§ Task goal:
Your job is to report every line of the entries that has "main".

BEGIN Data for this exercise

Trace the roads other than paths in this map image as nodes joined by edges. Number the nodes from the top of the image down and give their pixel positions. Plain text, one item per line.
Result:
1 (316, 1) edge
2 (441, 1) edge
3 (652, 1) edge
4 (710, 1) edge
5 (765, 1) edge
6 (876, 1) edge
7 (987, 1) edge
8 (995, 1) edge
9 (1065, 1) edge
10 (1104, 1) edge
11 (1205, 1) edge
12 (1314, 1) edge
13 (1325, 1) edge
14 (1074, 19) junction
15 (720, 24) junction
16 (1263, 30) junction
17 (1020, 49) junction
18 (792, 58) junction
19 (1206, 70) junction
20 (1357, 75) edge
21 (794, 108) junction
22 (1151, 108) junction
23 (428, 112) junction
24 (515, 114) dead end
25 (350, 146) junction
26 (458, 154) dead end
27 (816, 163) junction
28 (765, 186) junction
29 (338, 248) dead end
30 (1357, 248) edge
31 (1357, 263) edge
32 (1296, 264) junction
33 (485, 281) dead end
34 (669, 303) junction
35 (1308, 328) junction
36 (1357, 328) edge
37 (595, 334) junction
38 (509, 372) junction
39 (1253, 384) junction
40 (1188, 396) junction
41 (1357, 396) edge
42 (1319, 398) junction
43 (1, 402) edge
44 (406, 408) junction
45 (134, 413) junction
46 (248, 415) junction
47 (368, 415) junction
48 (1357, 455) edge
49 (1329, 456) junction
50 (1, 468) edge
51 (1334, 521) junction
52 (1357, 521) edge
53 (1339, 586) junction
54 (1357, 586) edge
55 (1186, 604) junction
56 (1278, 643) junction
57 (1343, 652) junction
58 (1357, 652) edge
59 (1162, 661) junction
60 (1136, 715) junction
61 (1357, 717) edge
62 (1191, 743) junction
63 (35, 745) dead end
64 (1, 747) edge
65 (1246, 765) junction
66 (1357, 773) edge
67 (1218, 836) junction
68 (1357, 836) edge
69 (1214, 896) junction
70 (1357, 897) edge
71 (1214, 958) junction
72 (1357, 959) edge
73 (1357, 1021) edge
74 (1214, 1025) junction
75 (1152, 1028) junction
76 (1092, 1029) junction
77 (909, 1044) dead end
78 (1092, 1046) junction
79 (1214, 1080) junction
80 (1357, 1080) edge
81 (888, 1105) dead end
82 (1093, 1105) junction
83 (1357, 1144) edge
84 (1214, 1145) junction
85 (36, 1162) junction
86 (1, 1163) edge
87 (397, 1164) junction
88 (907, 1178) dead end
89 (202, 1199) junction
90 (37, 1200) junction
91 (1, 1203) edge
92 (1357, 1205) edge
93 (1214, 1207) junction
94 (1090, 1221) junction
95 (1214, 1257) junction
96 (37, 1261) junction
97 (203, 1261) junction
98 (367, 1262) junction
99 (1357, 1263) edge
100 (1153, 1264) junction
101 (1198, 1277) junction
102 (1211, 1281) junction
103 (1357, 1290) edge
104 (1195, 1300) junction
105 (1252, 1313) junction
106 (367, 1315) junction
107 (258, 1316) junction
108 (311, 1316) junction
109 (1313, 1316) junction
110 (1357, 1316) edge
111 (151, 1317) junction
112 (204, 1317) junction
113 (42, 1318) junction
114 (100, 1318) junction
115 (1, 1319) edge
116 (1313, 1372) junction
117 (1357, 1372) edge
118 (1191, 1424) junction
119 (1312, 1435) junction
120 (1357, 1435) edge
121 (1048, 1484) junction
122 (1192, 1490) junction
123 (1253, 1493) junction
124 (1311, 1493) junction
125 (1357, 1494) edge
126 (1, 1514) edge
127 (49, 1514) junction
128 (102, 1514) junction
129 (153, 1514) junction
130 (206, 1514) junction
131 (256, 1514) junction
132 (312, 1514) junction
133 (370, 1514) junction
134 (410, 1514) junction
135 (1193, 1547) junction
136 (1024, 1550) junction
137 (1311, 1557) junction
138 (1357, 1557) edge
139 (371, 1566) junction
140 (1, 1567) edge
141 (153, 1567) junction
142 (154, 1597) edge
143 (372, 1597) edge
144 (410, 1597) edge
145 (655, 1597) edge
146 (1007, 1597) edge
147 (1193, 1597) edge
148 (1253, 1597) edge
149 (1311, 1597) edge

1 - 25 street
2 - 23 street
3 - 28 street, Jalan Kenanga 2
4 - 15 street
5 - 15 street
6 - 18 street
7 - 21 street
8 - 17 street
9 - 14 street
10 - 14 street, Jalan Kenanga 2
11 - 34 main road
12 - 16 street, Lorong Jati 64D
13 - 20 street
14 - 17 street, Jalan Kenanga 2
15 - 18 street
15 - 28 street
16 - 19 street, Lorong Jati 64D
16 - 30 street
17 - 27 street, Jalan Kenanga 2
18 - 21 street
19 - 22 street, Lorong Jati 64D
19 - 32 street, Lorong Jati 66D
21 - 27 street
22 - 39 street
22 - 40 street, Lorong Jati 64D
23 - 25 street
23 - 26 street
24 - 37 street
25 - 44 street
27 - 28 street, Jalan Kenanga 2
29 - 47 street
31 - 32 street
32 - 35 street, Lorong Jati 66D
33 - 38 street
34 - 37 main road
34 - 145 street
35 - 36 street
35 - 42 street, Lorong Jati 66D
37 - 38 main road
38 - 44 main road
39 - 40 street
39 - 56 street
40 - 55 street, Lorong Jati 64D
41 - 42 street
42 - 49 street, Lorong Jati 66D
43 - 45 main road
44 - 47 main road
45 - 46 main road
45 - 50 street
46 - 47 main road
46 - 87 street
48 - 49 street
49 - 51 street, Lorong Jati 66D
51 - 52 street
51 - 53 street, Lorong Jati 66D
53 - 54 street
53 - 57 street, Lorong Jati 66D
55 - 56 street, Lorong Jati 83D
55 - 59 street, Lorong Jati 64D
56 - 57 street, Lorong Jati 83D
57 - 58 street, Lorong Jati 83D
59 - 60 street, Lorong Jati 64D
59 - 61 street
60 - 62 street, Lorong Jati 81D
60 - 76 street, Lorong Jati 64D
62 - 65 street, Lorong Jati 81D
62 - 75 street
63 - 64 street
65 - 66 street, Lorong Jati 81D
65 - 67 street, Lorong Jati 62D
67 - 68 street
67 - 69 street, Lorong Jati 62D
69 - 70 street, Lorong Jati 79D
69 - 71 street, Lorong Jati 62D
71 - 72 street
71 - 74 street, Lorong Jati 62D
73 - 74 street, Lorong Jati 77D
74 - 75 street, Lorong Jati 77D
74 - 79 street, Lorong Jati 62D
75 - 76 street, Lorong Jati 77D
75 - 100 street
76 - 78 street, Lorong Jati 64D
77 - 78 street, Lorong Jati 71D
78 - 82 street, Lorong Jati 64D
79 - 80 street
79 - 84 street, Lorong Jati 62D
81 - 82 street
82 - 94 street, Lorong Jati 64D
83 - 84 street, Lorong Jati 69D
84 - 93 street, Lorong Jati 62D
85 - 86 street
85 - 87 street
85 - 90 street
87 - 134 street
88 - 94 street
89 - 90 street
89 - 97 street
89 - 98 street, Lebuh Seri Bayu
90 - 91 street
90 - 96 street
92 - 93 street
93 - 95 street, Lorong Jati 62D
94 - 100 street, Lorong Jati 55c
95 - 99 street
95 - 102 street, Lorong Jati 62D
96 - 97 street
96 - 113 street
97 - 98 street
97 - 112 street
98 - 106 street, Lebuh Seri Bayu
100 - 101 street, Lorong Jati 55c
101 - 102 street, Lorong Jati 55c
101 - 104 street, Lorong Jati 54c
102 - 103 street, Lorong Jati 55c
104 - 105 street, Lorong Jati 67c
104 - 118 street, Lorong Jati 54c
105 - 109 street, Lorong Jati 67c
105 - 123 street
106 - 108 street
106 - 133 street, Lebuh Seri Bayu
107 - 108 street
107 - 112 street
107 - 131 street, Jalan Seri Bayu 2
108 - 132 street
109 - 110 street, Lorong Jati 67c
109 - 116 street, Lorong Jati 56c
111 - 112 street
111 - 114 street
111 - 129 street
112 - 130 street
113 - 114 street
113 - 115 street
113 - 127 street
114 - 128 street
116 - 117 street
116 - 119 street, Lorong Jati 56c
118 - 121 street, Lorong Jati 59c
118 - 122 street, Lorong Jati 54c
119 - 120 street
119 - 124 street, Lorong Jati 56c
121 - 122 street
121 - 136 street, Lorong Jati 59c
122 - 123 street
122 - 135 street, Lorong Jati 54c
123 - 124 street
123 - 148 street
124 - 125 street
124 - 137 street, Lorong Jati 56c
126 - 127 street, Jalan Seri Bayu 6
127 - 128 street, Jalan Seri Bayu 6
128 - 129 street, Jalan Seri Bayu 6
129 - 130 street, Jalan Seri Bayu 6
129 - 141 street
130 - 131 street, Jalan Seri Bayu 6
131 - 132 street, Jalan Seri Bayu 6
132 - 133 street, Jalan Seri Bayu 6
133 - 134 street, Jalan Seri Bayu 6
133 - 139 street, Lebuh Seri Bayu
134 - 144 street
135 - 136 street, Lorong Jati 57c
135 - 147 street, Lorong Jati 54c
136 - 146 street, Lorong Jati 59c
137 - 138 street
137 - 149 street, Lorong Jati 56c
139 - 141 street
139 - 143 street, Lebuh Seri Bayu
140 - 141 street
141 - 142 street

END Data for this exercise

§ Written answer:
11 - 34 main road
34 - 37 main road
37 - 38 main road
38 - 44 main road
43 - 45 main road
44 - 47 main road
45 - 46 main road
46 - 47 main road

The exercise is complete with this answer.